The data acquisition geometry of the prototype DermoSight dermatoscope was designed in such a way that for each combination of illumination and detection directions the same area of the skin was interrogated, allowing a one-dimensional treatment when the independent-column approximation is invoked and the skin tissue is assumed to have a layered structure:

- an uppermost layer, the epidermis, consisting of an upper part and a lower part
- the dermis, containing the blood circulation
- the subcutis, a strongly scattering fat-containing layer.

The inherent optical properties of each layer are the absorption and scattering coefficients as well as the scattering phase function (describing the angular variation of the scattered light), each varying with wavelength.

The DermoSight technology is based on light propagation calculations and non-linear inversion, which are used to retrieve maps of five physiology properties:

1. Percentage of hemoglobin concentration
2. Percentage of hemoglobin oxygenation
3. Percentage of melanosome concentration in upper epidermis
4. Percentage of melanosome concentration in lower epidermis
5. Percentage of keratin concentration

And two morphology parameters:
1. Upper epidermal thickness
2. Lower epidermal thickness.

Each of these five physiology properties or two morphology parameters is retrieved pixel by pixel to provide a map covering the lesion and a surrounding area.
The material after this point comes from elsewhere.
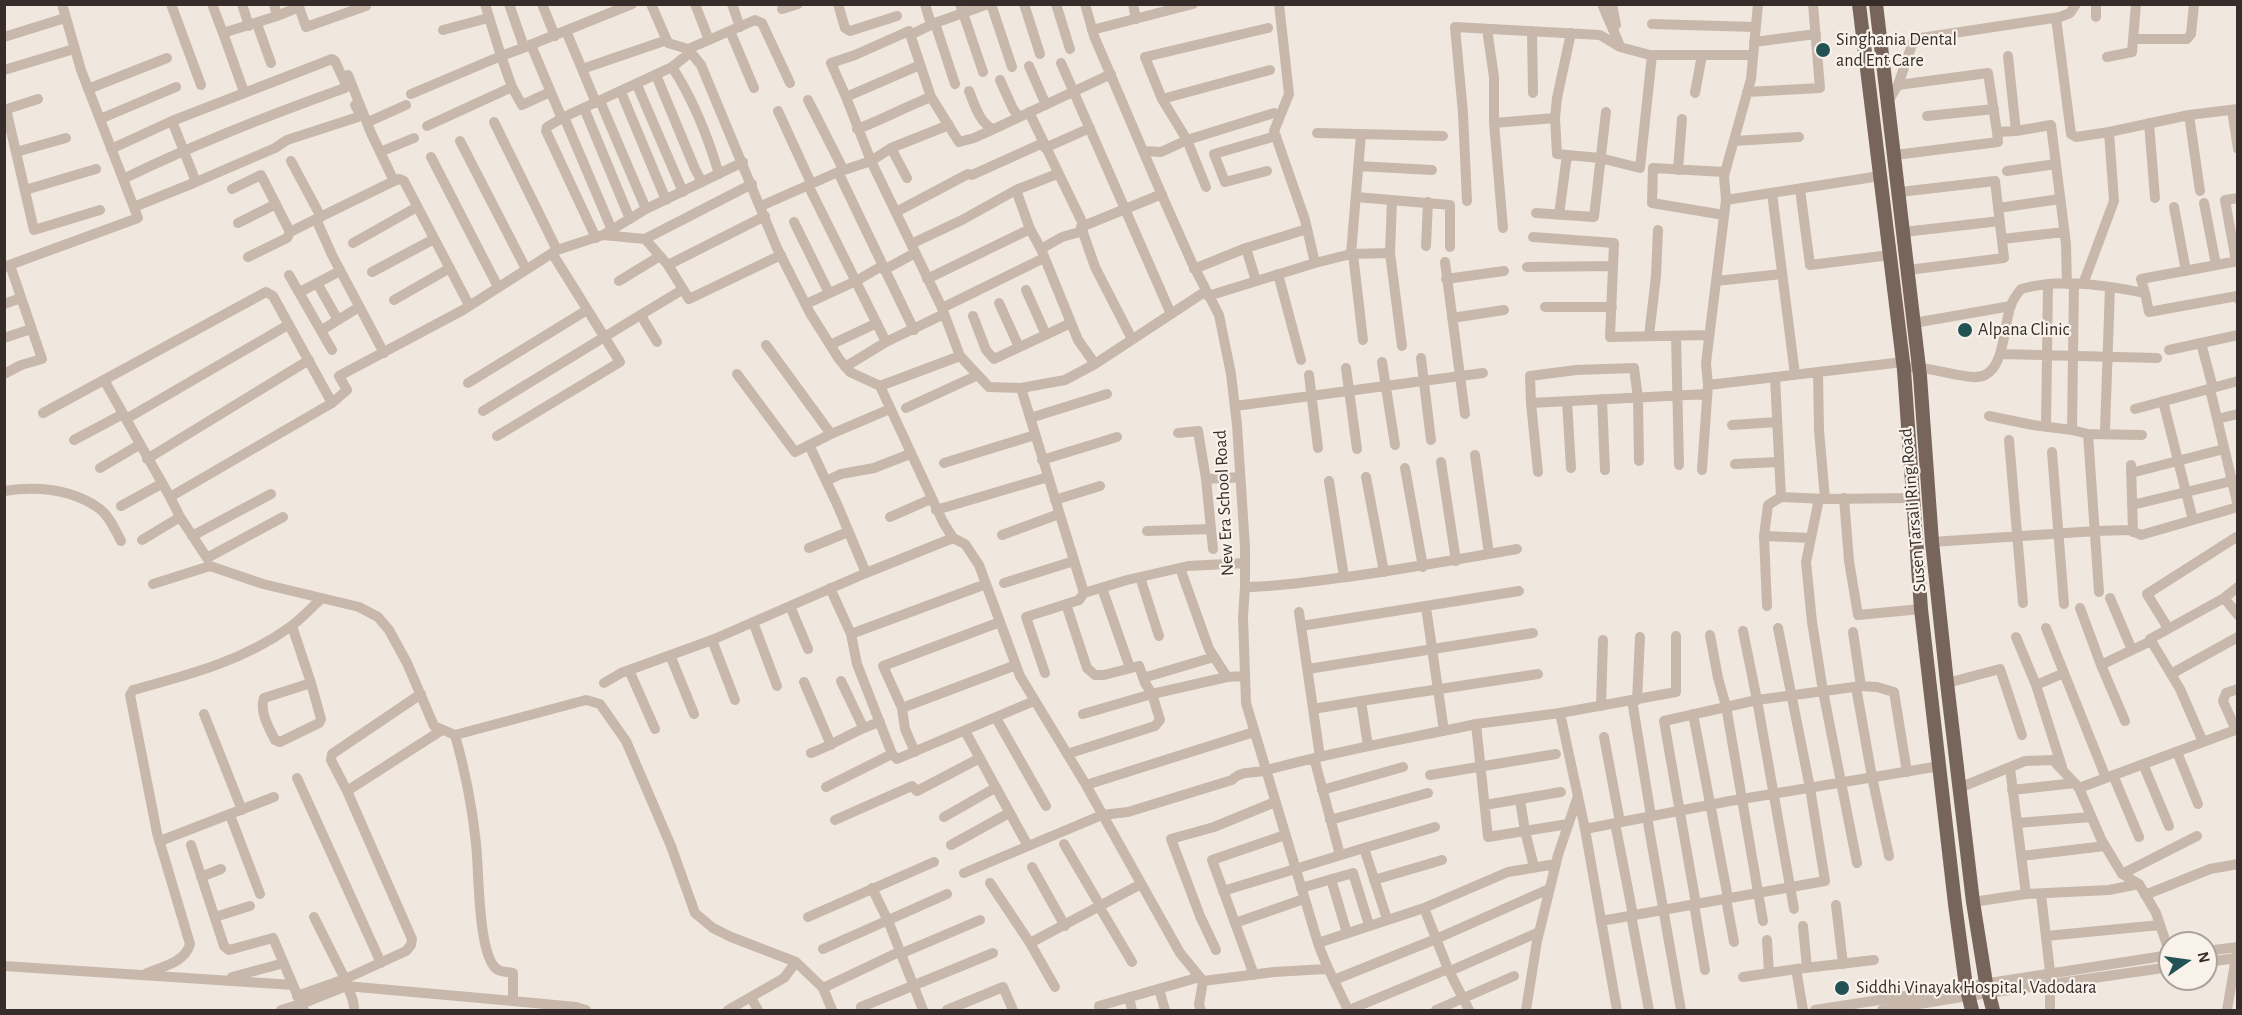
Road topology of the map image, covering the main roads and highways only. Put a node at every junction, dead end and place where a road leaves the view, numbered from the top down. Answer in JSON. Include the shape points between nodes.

Although there is no independent verification of any of these retrieved values by application of different methods for measuring them, they have been found useful in an intermediate step leading to a final diagnostic indication.
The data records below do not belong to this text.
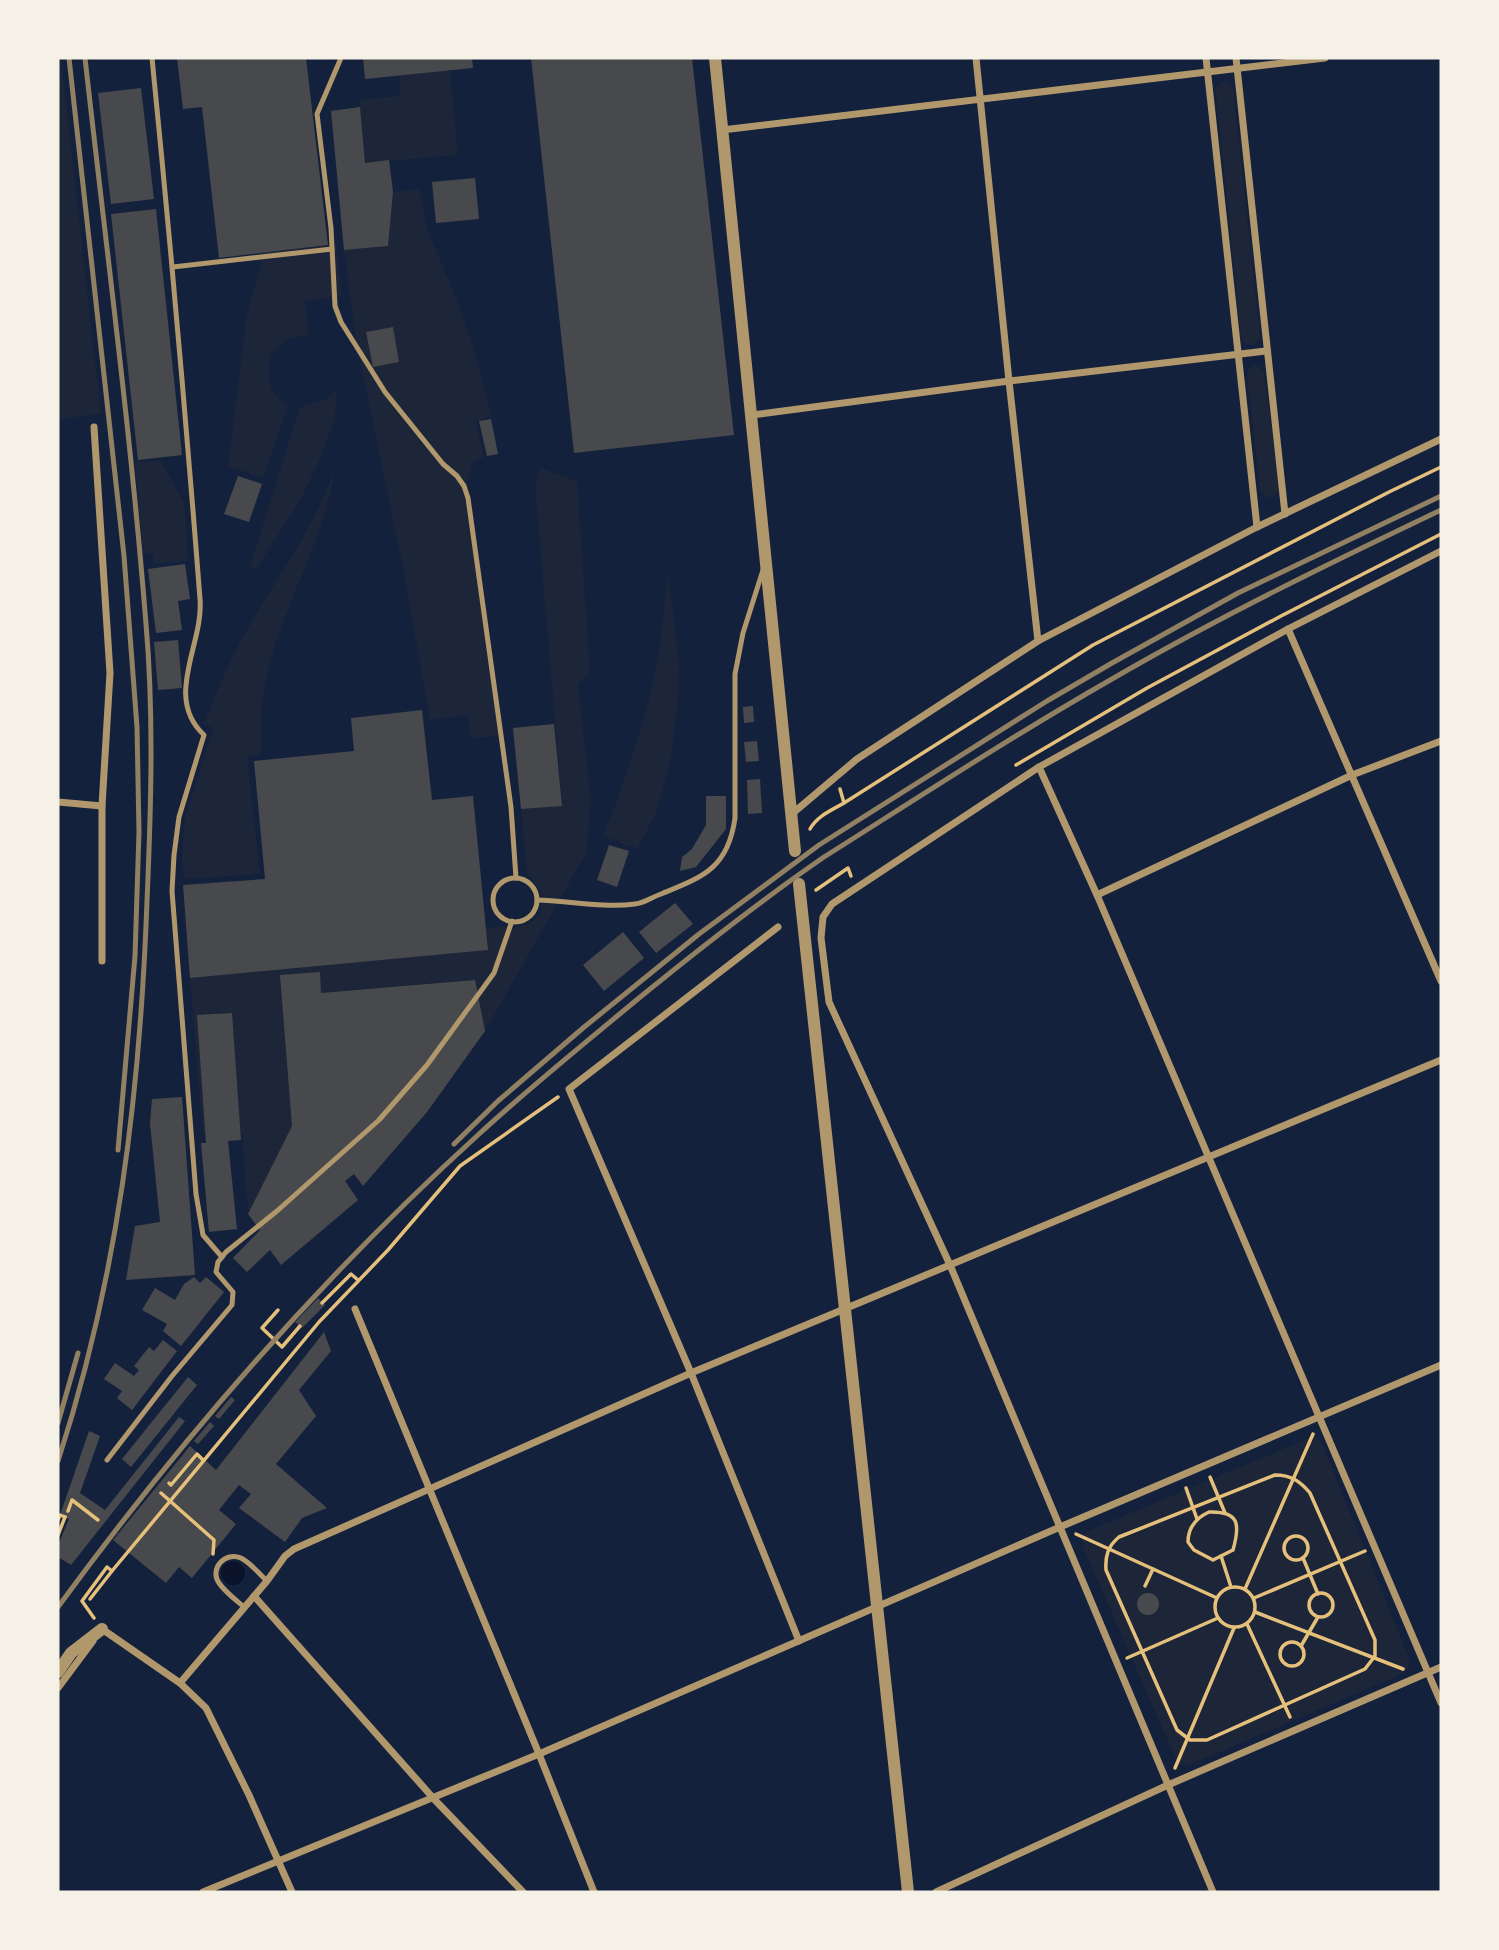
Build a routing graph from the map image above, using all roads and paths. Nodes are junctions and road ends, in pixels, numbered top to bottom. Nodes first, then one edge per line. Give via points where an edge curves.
1 (152, 58) edge
2 (341, 58) edge
3 (715, 58) edge
4 (976, 58) edge
5 (1206, 58) edge
6 (1236, 58) edge
7 (1325, 58) edge
8 (1237, 68) junction
9 (1208, 71) junction
10 (980, 97) junction
11 (722, 130) junction
12 (332, 249) junction
13 (173, 267) junction
14 (1266, 351) junction
15 (1238, 355) junction
16 (1009, 381) junction
17 (752, 415) junction
18 (94, 427) dead end
19 (1441, 439) edge
20 (1441, 467) edge
21 (1285, 514) junction
22 (1257, 527) junction
23 (1441, 551) edge
24 (766, 557) junction
25 (1288, 629) junction
26 (1038, 640) junction
27 (1441, 741) edge
28 (1039, 767) junction
29 (1352, 775) junction
30 (837, 776) junction
31 (58, 802) edge
32 (844, 803) junction
33 (102, 806) junction
34 (793, 813) junction
35 (807, 834) dead end
36 (795, 851) dead end
37 (851, 876) dead end
38 (516, 878) junction
39 (799, 884) dead end
40 (811, 894) dead end
41 (1097, 895) junction
42 (537, 900) junction
43 (512, 921) junction
44 (778, 927) dead end
45 (102, 961) dead end
46 (1441, 981) edge
47 (829, 1002) junction
48 (812, 1003) junction
49 (1441, 1060) edge
50 (569, 1089) junction
51 (1209, 1157) junction
52 (222, 1257) junction
53 (950, 1265) junction
54 (358, 1281) junction
55 (339, 1301) junction
56 (355, 1309) dead end
57 (845, 1309) junction
58 (278, 1310) dead end
59 (300, 1326) dead end
60 (1441, 1365) edge
61 (691, 1373) junction
62 (1321, 1417) junction
63 (107, 1460) dead end
64 (203, 1460) junction
65 (1206, 1465) junction
66 (1182, 1475) junction
67 (1293, 1478) junction
68 (169, 1483) dead end
69 (430, 1487) junction
70 (160, 1493) dead end
71 (1219, 1497) junction
72 (169, 1500) junction
73 (1193, 1508) junction
74 (68, 1511) dead end
75 (1225, 1513) junction
76 (1197, 1519) junction
77 (58, 1520) edge
78 (98, 1520) dead end
79 (1060, 1527) junction
80 (58, 1535) edge
81 (1375, 1547) junction
82 (1109, 1549) junction
83 (1221, 1556) junction
84 (1303, 1558) junction
85 (222, 1561) junction
86 (1341, 1562) junction
87 (1153, 1569) junction
88 (112, 1571) junction
89 (1310, 1574) junction
90 (267, 1581) junction
91 (1145, 1586) dead end
92 (1231, 1587) junction
93 (1245, 1589) junction
94 (1318, 1594) junction
95 (254, 1596) junction
96 (1217, 1598) junction
97 (1254, 1598) junction
98 (90, 1599) dead end
99 (244, 1607) junction
100 (878, 1607) junction
101 (1255, 1612) junction
102 (1318, 1617) junction
103 (1218, 1618) junction
104 (1247, 1624) junction
105 (1234, 1628) junction
106 (102, 1629) junction
107 (1309, 1633) junction
108 (799, 1641) junction
109 (1301, 1646) junction
110 (1142, 1651) junction
111 (1374, 1658) junction
112 (1117, 1662) junction
113 (1441, 1667) edge
114 (58, 1672) edge
115 (1425, 1674) junction
116 (180, 1683) junction
117 (58, 1688) edge
118 (1441, 1703) edge
119 (1284, 1705) junction
120 (1296, 1730) junction
121 (1188, 1739) junction
122 (539, 1754) junction
123 (1168, 1785) junction
124 (434, 1798) junction
125 (279, 1860) junction
126 (203, 1892) edge
127 (292, 1892) edge
128 (523, 1892) edge
129 (594, 1892) edge
130 (908, 1892) edge
131 (936, 1892) edge
132 (1213, 1892) edge

1 - 13 lane
2 - 12 lane via 317,114
3 - 11 street
4 - 10 street
5 - 9 street
6 - 8 street
7 - 8 street
8 - 9 street
8 - 14 street
9 - 10 street
9 - 15 street
10 - 11 street
10 - 16 street
11 - 17 street
12 - 13 lane
12 - 38 lane via 335,306 341,322 385,392 457,476 468,498 511,807
13 - 52 lane via 201,605 185,704 204,735 179,817 172,891 196,1194 203,1235
14 - 15 street
14 - 21 street
15 - 16 street
15 - 22 street
16 - 17 street
16 - 26 street
17 - 24 street
18 - 33 street via 110,673
19 - 21 street
20 - 32 path via 1093,645
21 - 22 street
22 - 26 street
23 - 25 street
24 - 34 street
24 - 42 lane via 735,674 735,818 724,855 703,876 642,903
25 - 28 street
25 - 29 street
26 - 30 street
27 - 29 street
28 - 41 street
28 - 47 street via 832,904 823,917 821,938
29 - 41 street
29 - 46 street
30 - 32 path
30 - 34 street
31 - 33 street
32 - 35 path via 812,824
33 - 45 street
34 - 36 street
37 - 40 path via 848,868
38 - 42 lane via 529,882
38 - 43 lane via 502,882 494,894 495,908
39 - 48 street
41 - 51 street
42 - 43 lane via 526,918
43 - 52 lane via 494,973 427,1065 379,1120
44 - 50 street
47 - 48 street
47 - 53 street
48 - 57 street
49 - 51 street
50 - 54 path via 460,1166
50 - 61 street
51 - 53 street
51 - 62 street
52 - 63 lane via 216,1272 233,1292 232,1304
53 - 57 street
53 - 79 street
54 - 55 path
54 - 55 path via 351,1274 323,1303 332,1295
55 - 64 path
56 - 69 street
57 - 61 street
57 - 100 street
58 - 59 path via 262,1328 282,1347
60 - 62 street
61 - 69 street
61 - 108 street
62 - 65 street
62 - 67 path
62 - 81 street
64 - 68 path via 197,1454
64 - 72 path
65 - 66 street
65 - 71 path
66 - 73 path
66 - 79 street
67 - 71 path via 1275,1475
67 - 86 path via 1310,1493
67 - 93 path
69 - 90 street via 294,1549
69 - 122 street
70 - 72 path
71 - 73 path
71 - 75 path
72 - 85 path via 214,1540 212,1553
72 - 88 path
73 - 76 path
73 - 82 path via 1119,1537
74 - 78 path via 72,1500
75 - 76 path via 1209,1512
75 - 83 path via 1236,1521 1238,1532 1233,1550
76 - 83 path via 1189,1532 1190,1546 1213,1560
77 - 80 path via 60,1515 65,1517
79 - 82 path
79 - 100 street
79 - 112 street
81 - 86 path
81 - 115 street
82 - 87 path
82 - 110 path via 1106,1570
83 - 92 path
84 - 84 path via 1308,1551 1305,1540 1288,1538 1285,1554 1295,1560
84 - 89 path
85 - 90 lane via 238,1557
85 - 99 lane via 216,1571 218,1582
86 - 89 path
86 - 111 path via 1375,1640
87 - 91 path
87 - 96 path
88 - 98 path
88 - 106 path via 107,1567 82,1601
89 - 94 path
89 - 97 path
90 - 95 street
92 - 93 path
92 - 96 path
93 - 97 path
94 - 102 path via 1310,1599 1309,1607
94 - 102 path via 1327,1595 1333,1605 1328,1615
95 - 99 street
95 - 124 street
96 - 103 path
97 - 101 path
99 - 116 street
100 - 108 street
100 - 130 street
101 - 104 path
101 - 107 path
102 - 107 path
103 - 105 path
103 - 110 path
104 - 105 path
104 - 119 path
105 - 121 path
106 - 114 street via 71,1653
106 - 116 street
106 - 117 street
107 - 109 path
107 - 111 path
108 - 122 street
109 - 109 path via 1284,1645 1283,1663 1299,1664 1304,1657
110 - 112 path
110 - 121 path via 1177,1730
111 - 115 path
111 - 119 path via 1365,1669
112 - 123 street
113 - 115 street
115 - 118 street
115 - 120 street
116 - 125 street via 206,1708
119 - 120 path
119 - 121 path via 1207,1740
120 - 123 street
121 - 123 path
122 - 124 street
122 - 129 street
123 - 131 street
123 - 132 street
124 - 125 street
124 - 128 street
125 - 126 street
125 - 127 street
From each map, an entropy value is calculated and cross entropy values are calculated for different pairs of maps. The entropy concept used here is similar to that used in statistical physics and information theory. These entropy and cross entropy values together with a number of morphometric parameters derived from the nadir green image are used to define a total of 86 diagnostic parameters. For each independent lesion measurement, a diagnostic index is defined as a weighted sum of the diagnostic parameters.

Balter has developed its own clustering technique and applied it for lesion classification in order to obtain discrimination between malignant (class 1) and benign (class 2) lesions through the identification of one set of class 1 clusters and another set of class 2 clusters, each cluster comprising a certain number of independent lesion measurements. Standard methods of clustering were considered but found not to be applicable since it is not known a priori how the diagnostic parameters defined above can be used to discriminate between objects from opposite classes, which are organized in accordance with dermoscopy evaluations and biopsy results.
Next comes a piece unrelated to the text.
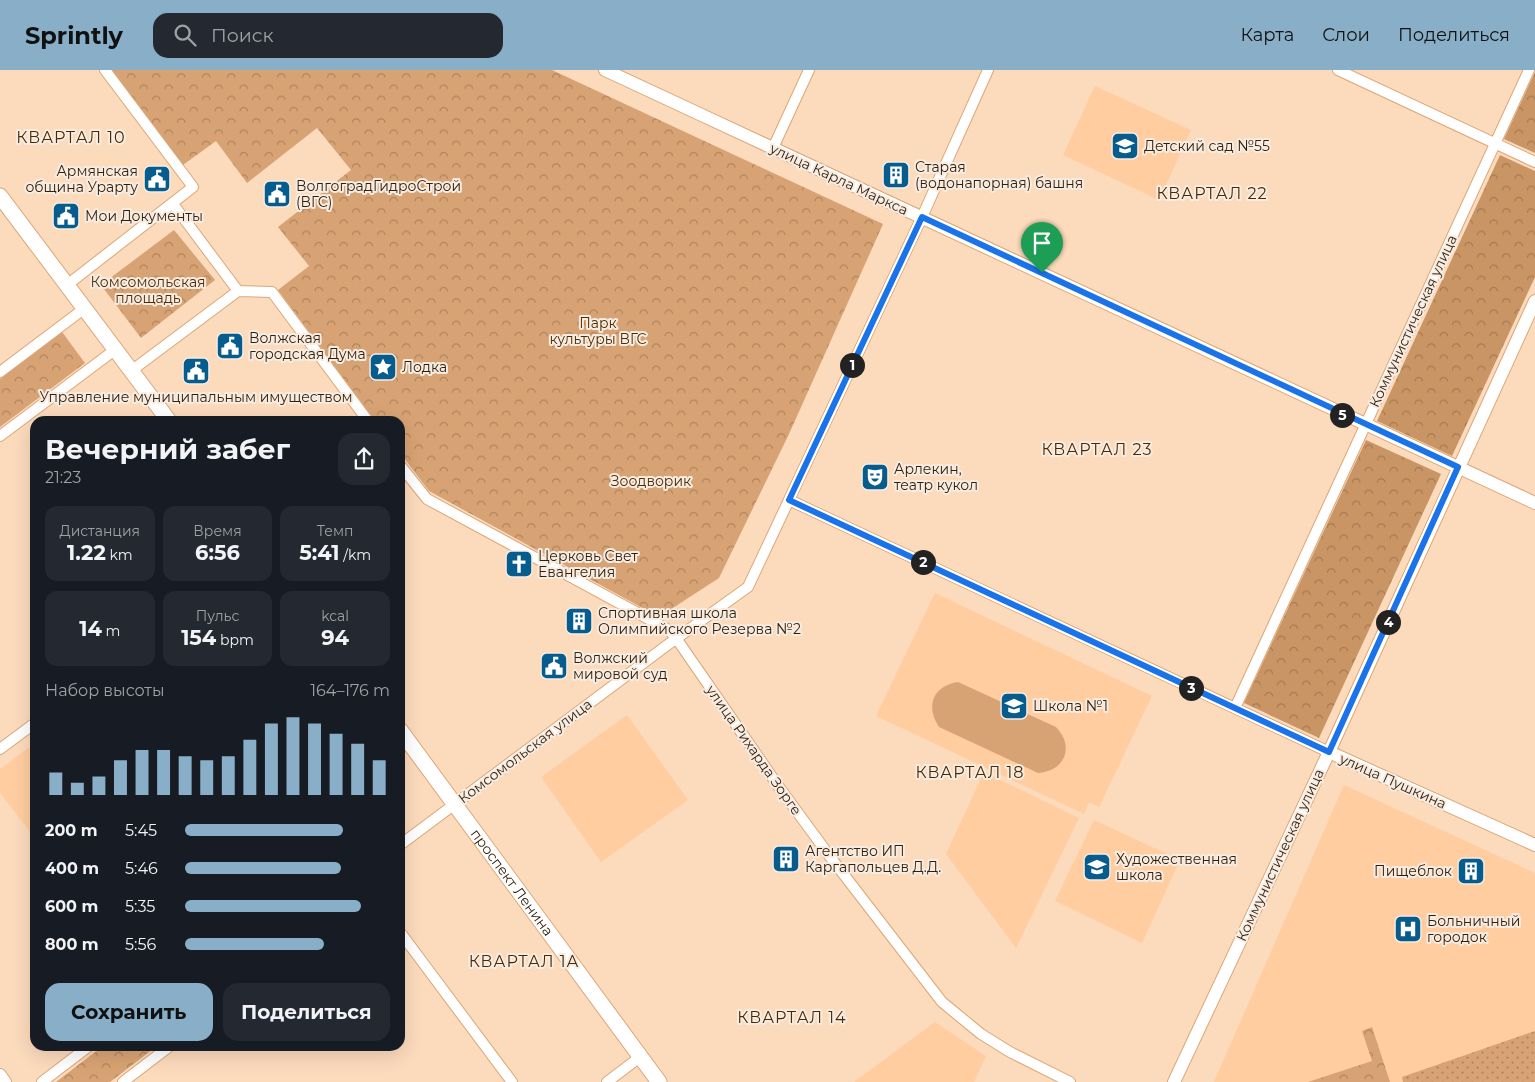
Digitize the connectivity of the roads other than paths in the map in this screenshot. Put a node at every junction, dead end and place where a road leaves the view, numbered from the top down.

Balter has successfully developed the DermoSight algorithm for discriminating between benign and malignant lesions using:

- Neural network technology
- Cost function optimization to determine optimal diagnostic weights
- Generalized diagnostic parameters
- Diagnostic indication by a team of experts.

Product development

The first-generation DermoSight dermatoscope was developed in 2004, and a second-generation handheld DermoSight dermatoscope was developed and built in 2005. In 2017, Balter developed its current third-generation handheld DermoSight dermatoscope in collaboration with 3 Gen, USA, a world-leading producer of dermatoscopes. This third-generation DermoSight dermatoscope is CE marked. The design of the third-generation DermoSight dermatoscope is simplified compared to that of the second-generation device in order to increase practical usability, reduce costs, yet maintaining diagnostic accuracy.